ANNUAL MEETING OF STOCKHOLDERS
THIS PROXY IS SOLICITED ON BEHALF OF THE BOARD OF DIRECTORS
FOR THE ANNUAL MEETING OF STOCKHOLDERS TO BE HELD ON
SEPTEMBER 22, 1999
The undersigned stockholder of Designs, Inc. hereby appoints
______________, and each of them with full power of substitution and to
each substitute appointed pursuant to such power, as proxy or proxies, to
cast all votes, as designated hereon, which the undersigned stockholder is
entitled to cast at the Annual Meeting of the Stockholders of Designs, Inc.
to be held at 1:00 p.m. local time on September 22, 1999, at One Post
Office Square, Boston, Massachusetts 02109, and, at any and all
adjournments and postponements thereof, with all powers which the
undersigned would possess if personally present (i) as designated below
with respect to the matters set forth below and described in the
accompanying Notice and Proxy Statement, and (ii) in their discretion with
respect to any other business that may properly come before the Annual
Meeting. The undersigned stockholder hereby revokes any proxy or proxies
heretofore given by the undersigned to others for such Annual Meeting.
THIS PROXY WHEN PROPERLY EXECUTED AND RETURNED WILL BE VOTED IN THE
MANNER DIRECTED BY THE UNDERSIGNED STOCKHOLDER. IF NO DIRECTION IS MADE,
THIS PROXY WILL BE VOTED (1) FOR THE ELECTION OF ALL NOMINEES LISTED IN
PROPOSAL 1 AND (2) AGAINST PROPOSAL 2.
PLEASE ACT PROMPTLY
PLEASE SIGN AND DATE THE REVERSE SIDE OF THIS PROXY CARD
AND RETURN IT IN THE ENCLOSED ENVELOPE TODAY
THE BOARD OF DIRECTORS RECOMMENDS A VOTE FOR THE ELECTION OF THE
NOMINEES LISTED IN PROPOSAL 1 BELOW AND AGAINST PROPOSAL 2.

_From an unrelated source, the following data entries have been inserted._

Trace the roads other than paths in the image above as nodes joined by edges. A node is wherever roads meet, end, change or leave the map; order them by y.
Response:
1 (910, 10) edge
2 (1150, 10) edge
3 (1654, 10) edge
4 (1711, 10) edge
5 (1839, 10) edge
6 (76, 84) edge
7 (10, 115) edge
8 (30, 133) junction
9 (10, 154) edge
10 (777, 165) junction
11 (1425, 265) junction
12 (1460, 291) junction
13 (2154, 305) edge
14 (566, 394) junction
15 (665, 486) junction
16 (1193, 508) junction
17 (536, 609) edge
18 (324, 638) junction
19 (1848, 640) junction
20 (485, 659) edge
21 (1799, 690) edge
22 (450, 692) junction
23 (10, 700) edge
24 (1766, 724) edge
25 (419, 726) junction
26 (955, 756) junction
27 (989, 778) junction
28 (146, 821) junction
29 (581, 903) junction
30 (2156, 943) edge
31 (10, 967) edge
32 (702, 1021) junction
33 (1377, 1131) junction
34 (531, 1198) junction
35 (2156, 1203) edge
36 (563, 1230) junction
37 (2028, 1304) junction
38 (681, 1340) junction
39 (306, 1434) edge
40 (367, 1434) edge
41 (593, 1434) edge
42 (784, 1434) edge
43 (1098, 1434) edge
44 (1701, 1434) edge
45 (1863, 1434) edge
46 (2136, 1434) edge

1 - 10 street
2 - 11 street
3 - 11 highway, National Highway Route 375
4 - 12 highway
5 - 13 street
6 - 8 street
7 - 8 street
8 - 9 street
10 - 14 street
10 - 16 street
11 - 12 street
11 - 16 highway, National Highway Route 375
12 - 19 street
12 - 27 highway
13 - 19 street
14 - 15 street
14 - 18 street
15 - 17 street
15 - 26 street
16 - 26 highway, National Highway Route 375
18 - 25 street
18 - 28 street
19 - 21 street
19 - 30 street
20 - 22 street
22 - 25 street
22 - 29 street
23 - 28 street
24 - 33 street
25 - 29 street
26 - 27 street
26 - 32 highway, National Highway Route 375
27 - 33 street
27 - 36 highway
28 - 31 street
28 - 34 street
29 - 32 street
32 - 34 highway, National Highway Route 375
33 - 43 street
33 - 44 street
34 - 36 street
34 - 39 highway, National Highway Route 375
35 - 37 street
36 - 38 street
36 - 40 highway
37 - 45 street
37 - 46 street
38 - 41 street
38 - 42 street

1. Election of the nominees named below to the Board of Directors
of the Company.
For Withhold For All Except
[ ] [ ] [ ]
Nominees: Joel H. Reichman,
James G. Groninger,
Bernard M. Manuel,
Melvin I. Shapiro, and
Peter L. Thigpen.
INSTRUCTION: To withhold authority to vote
for any individual nominee, mark "For All
Except" and write that nominee's name in the
space provided below.
-------------------------------------------
2. Holtzman proposal to terminate the Shareholder Rights
Agreement.
FOR AGAINST ABSTAIN
[ ] [ ] [ ]
This proxy may be revoked prior to the time it is voted by delivering
to the Secretary of the Company either a written revocation or a proxy
bearing a later date or by appearing at the Annual Meeting and voting in
person.
Dated: ___________________
Signature: _______________
Signature: _______________
Title: ___________________
Please date and sign here exactly as
name appears hereon. When signing as
attorney, administrator, trustee or
guardian, give full title as such; and
when stock has been issued in the name
of two or more persons, all must sign.